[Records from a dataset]
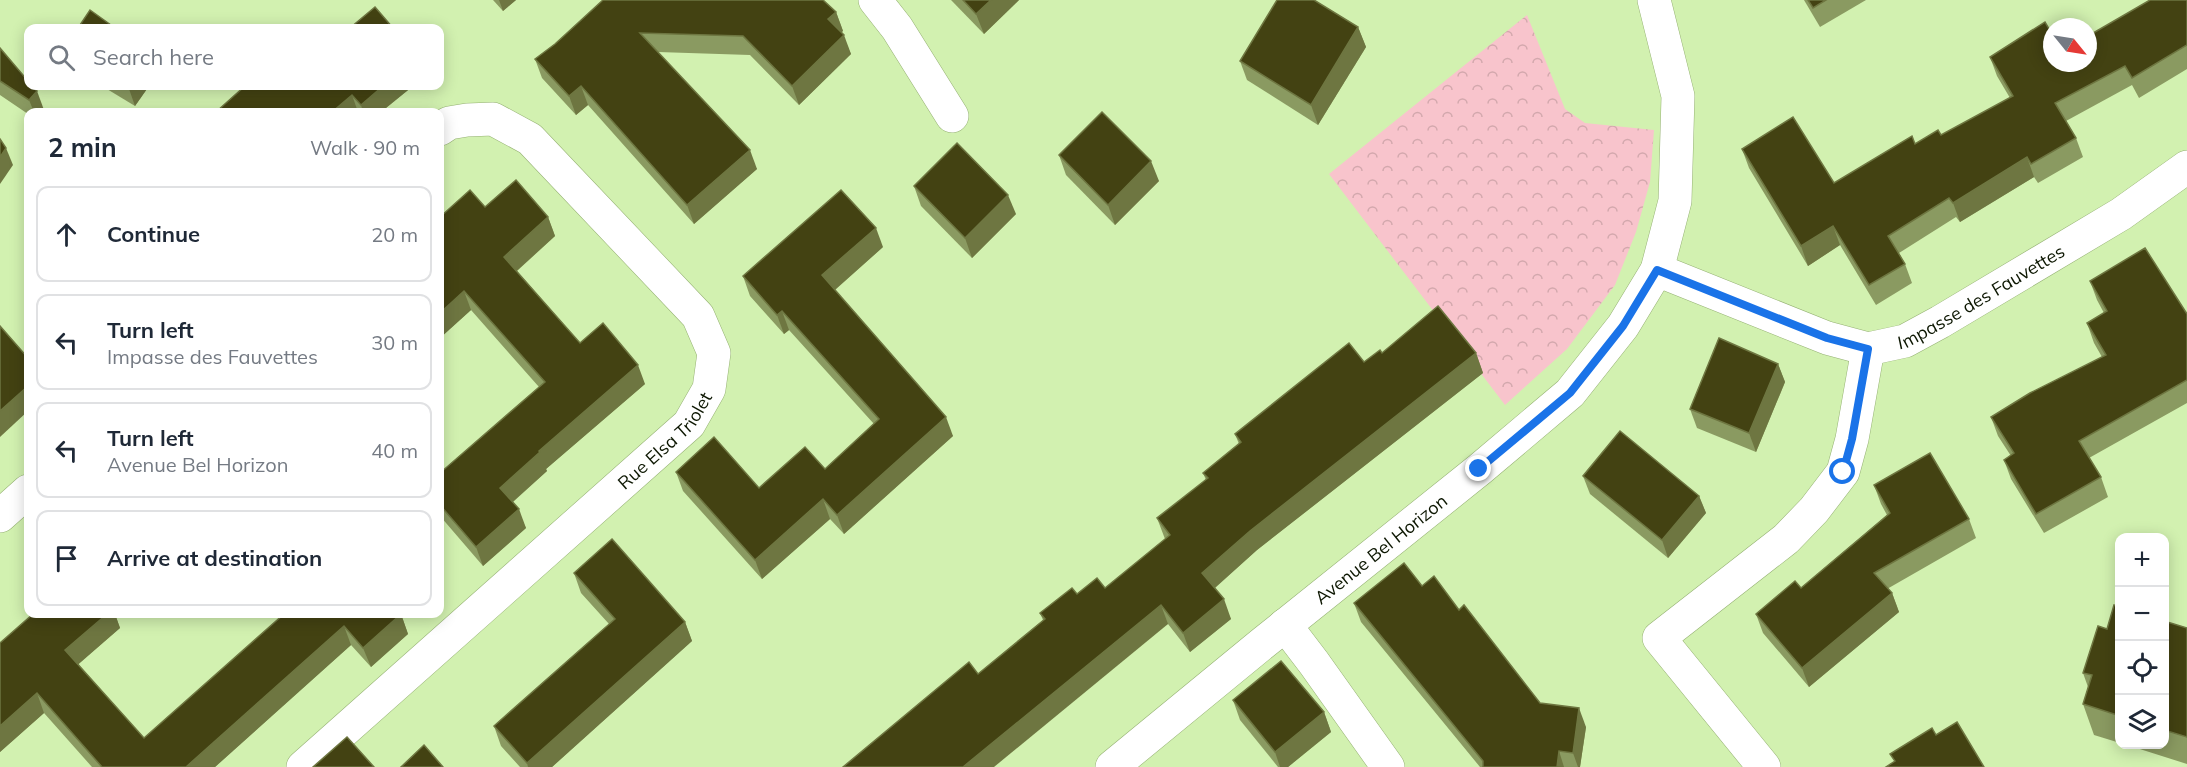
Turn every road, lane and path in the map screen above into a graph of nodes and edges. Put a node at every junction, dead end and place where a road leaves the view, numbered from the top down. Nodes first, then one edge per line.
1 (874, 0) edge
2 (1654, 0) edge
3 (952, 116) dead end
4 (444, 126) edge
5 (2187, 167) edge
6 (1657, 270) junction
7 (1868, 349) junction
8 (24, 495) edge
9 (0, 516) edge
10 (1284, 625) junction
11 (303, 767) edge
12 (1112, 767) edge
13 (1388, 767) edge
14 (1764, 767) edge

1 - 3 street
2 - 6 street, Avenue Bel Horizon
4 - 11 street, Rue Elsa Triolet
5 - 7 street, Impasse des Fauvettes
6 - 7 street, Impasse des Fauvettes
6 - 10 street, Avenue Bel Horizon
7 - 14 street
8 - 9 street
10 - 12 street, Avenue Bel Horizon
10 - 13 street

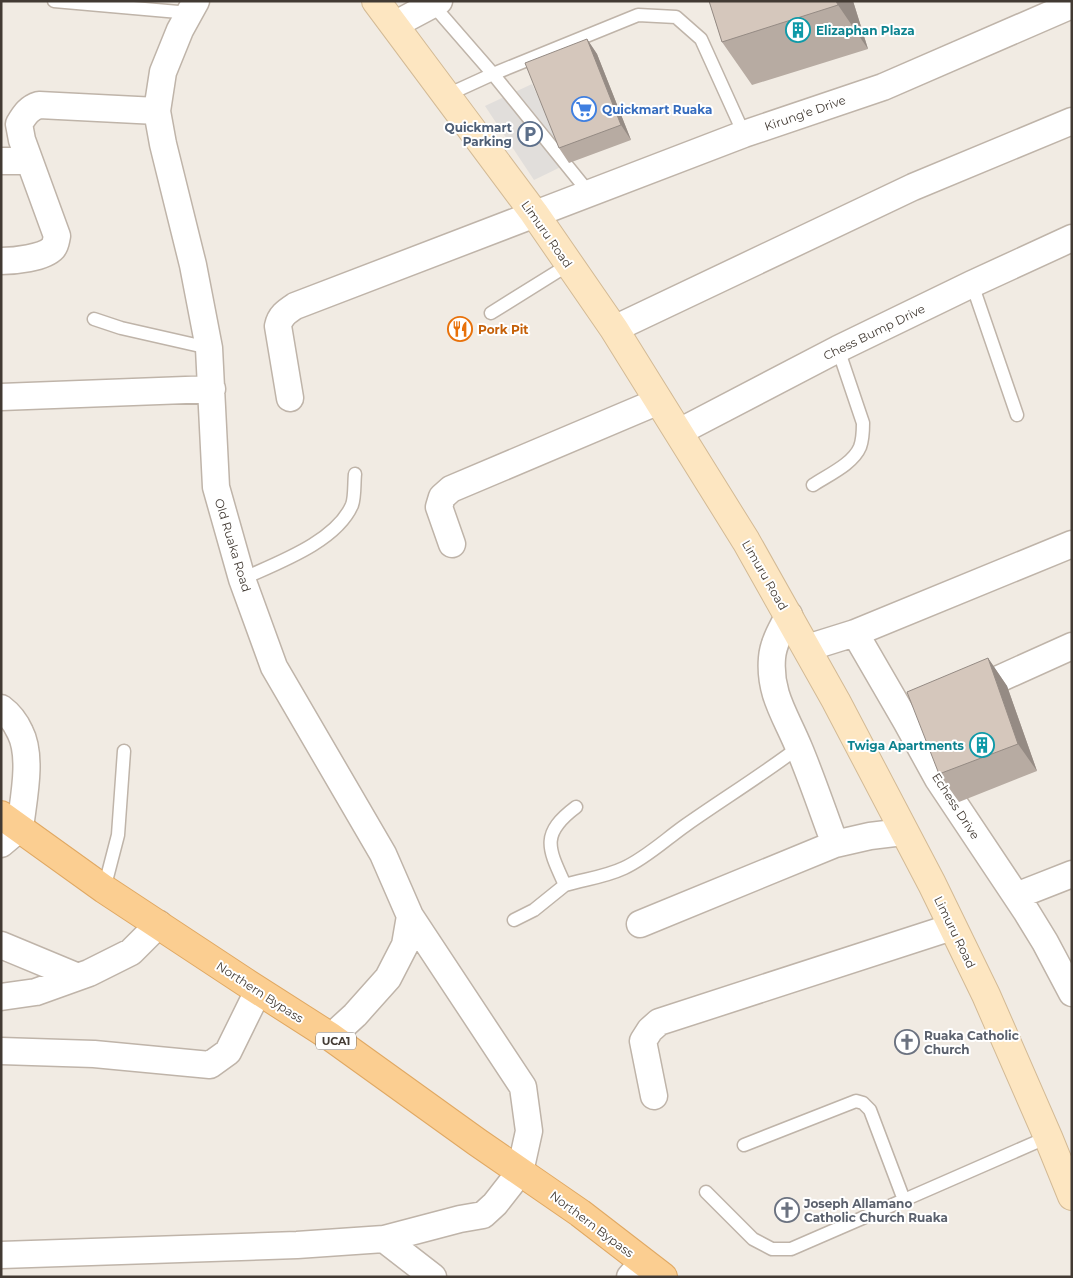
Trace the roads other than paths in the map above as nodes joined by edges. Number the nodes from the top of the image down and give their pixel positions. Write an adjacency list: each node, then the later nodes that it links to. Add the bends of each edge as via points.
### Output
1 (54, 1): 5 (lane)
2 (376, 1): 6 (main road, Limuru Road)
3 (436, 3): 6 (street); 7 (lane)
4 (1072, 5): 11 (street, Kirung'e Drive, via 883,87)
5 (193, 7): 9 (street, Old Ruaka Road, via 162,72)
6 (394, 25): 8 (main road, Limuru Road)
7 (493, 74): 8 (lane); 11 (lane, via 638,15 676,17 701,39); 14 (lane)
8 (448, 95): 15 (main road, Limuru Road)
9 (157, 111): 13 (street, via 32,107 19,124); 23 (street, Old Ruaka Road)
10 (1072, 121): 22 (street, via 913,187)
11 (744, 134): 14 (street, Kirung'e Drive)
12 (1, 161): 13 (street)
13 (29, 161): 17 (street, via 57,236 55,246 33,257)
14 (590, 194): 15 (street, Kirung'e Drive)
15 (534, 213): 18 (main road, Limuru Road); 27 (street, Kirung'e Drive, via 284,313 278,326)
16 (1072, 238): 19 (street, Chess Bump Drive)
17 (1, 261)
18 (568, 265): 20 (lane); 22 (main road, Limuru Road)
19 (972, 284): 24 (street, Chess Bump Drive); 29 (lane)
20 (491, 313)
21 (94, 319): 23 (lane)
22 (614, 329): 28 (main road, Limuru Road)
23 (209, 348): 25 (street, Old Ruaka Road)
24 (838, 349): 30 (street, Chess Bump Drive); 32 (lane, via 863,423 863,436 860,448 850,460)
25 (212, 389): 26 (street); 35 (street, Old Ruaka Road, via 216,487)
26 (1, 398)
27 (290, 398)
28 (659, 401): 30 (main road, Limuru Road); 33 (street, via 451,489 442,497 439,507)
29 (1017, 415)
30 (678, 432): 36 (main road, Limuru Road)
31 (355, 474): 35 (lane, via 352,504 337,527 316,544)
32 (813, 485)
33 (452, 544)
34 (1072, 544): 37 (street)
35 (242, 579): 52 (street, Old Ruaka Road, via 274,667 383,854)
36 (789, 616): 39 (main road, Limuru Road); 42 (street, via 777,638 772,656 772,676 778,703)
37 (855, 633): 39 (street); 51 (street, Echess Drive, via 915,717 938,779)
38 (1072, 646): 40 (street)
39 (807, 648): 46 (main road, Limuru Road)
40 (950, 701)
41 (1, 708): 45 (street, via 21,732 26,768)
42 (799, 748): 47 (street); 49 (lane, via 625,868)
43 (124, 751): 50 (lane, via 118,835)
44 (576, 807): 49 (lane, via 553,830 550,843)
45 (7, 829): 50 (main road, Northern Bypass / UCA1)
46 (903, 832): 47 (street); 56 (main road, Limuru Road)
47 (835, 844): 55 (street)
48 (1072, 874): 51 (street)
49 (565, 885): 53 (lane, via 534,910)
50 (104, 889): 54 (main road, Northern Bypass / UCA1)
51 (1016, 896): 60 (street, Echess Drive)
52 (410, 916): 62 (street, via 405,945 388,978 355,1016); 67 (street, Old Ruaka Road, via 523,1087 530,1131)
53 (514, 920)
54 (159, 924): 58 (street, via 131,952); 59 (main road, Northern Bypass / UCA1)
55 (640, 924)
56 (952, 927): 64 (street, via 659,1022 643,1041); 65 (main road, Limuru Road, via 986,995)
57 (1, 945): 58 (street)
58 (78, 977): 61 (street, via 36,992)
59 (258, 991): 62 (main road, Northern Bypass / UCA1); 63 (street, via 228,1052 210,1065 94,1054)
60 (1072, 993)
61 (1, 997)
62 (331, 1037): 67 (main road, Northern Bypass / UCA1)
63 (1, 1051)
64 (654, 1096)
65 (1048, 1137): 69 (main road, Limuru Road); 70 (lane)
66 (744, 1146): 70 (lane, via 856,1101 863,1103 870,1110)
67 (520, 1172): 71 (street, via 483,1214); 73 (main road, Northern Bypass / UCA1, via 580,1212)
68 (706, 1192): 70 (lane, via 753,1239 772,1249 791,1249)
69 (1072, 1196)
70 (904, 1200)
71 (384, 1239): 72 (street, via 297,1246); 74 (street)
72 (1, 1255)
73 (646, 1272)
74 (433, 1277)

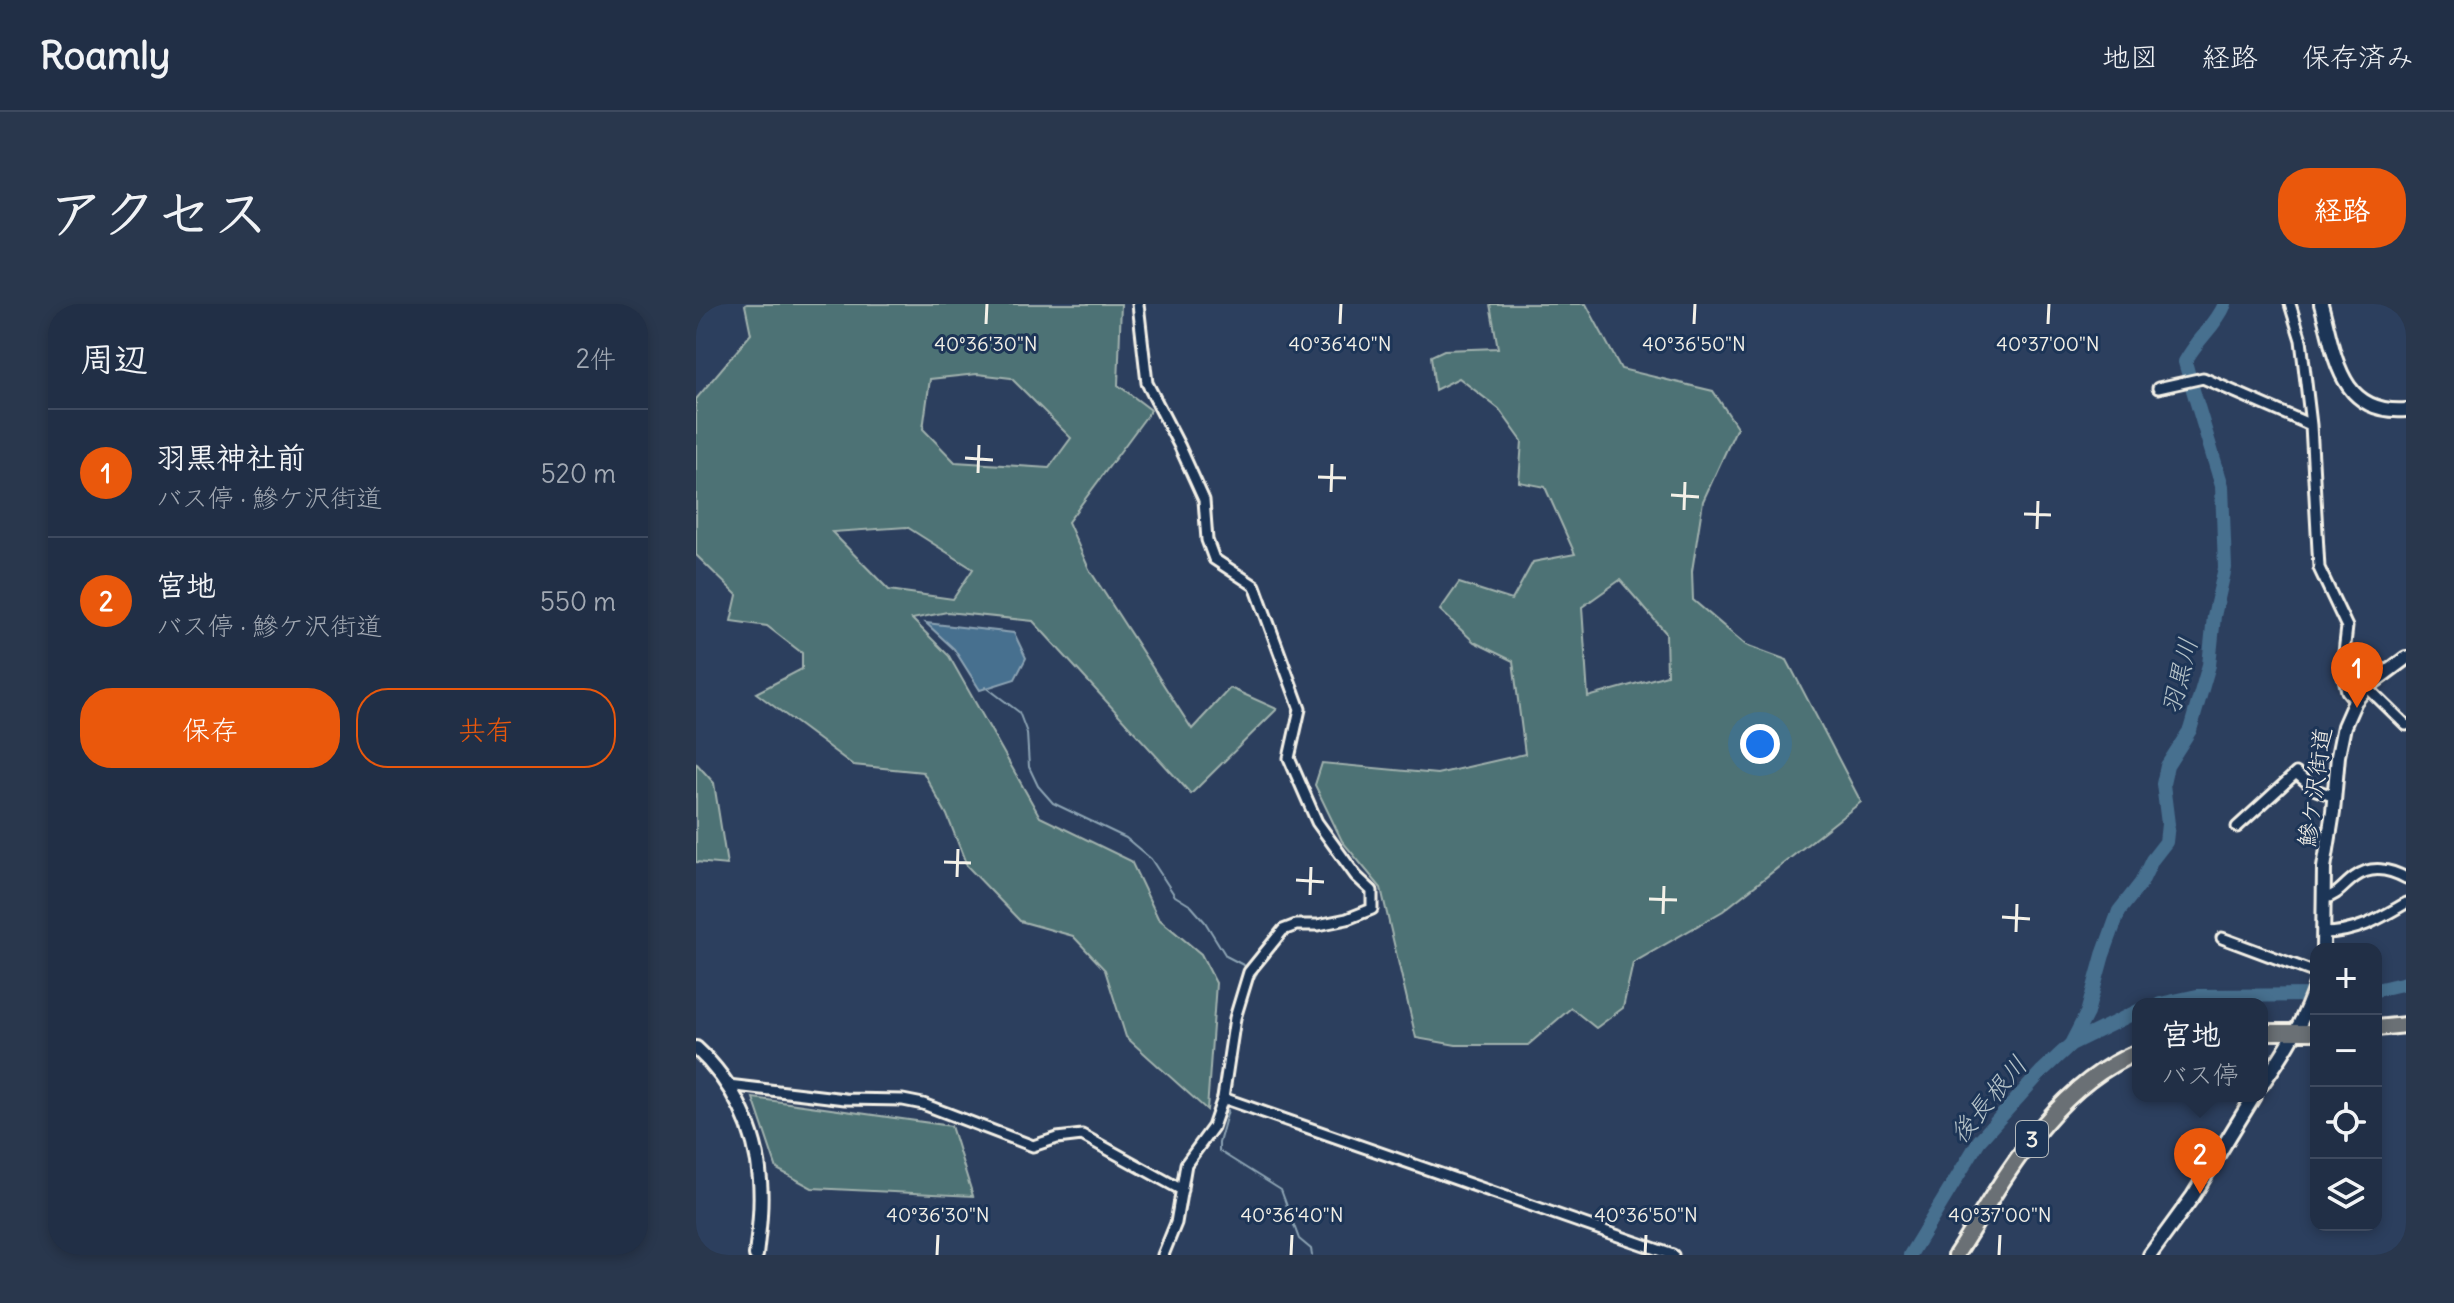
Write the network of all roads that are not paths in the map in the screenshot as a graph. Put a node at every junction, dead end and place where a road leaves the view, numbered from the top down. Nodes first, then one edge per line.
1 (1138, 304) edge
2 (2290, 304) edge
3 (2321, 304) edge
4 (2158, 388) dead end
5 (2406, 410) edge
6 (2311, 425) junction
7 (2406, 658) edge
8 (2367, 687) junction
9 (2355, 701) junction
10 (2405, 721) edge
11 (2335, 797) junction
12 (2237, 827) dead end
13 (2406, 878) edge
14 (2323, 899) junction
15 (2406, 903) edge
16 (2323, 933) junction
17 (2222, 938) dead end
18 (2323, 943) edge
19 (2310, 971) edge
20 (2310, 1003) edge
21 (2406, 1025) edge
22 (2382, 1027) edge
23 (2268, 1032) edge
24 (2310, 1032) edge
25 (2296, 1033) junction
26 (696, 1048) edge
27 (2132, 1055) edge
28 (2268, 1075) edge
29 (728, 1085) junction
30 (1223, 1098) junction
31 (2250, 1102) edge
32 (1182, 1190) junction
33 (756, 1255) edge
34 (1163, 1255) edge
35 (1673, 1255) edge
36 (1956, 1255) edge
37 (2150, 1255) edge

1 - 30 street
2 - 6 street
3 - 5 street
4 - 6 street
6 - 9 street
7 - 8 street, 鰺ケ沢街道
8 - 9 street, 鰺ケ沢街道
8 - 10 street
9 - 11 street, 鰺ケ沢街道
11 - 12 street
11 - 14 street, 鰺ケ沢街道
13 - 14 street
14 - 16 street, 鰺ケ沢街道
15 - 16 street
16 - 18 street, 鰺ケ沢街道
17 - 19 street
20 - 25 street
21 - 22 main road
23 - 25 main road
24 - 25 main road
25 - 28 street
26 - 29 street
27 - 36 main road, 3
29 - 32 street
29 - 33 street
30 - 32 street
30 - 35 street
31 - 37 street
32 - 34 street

## Task details:
The answer is the lines above, word for word, from the first one through the one containing "Trace the roads"; it includes no pictures.

## Exercise answer:
Turn every road, lane and path in the map screen above into a graph of nodes and edges. Put a node at every junction, dead end and place where a road leaves the view, numbered from the top down. Nodes first, then one edge per line.
1 (874, 0) edge
2 (1654, 0) edge
3 (952, 116) dead end
4 (444, 126) edge
5 (2187, 167) edge
6 (1657, 270) junction
7 (1868, 349) junction
8 (24, 495) edge
9 (0, 516) edge
10 (1284, 625) junction
11 (303, 767) edge
12 (1112, 767) edge
13 (1388, 767) edge
14 (1764, 767) edge

1 - 3 street
2 - 6 street, Avenue Bel Horizon
4 - 11 street, Rue Elsa Triolet
5 - 7 street, Impasse des Fauvettes
6 - 7 street, Impasse des Fauvettes
6 - 10 street, Avenue Bel Horizon
7 - 14 street
8 - 9 street
10 - 12 street, Avenue Bel Horizon
10 - 13 street

Trace the roads other than paths in the map above as nodes joined by edges. Number the nodes from the top of the image down and give their pixel positions. Write an adjacency list: each node, then the later nodes that it links to. Add the bends of each edge as via points.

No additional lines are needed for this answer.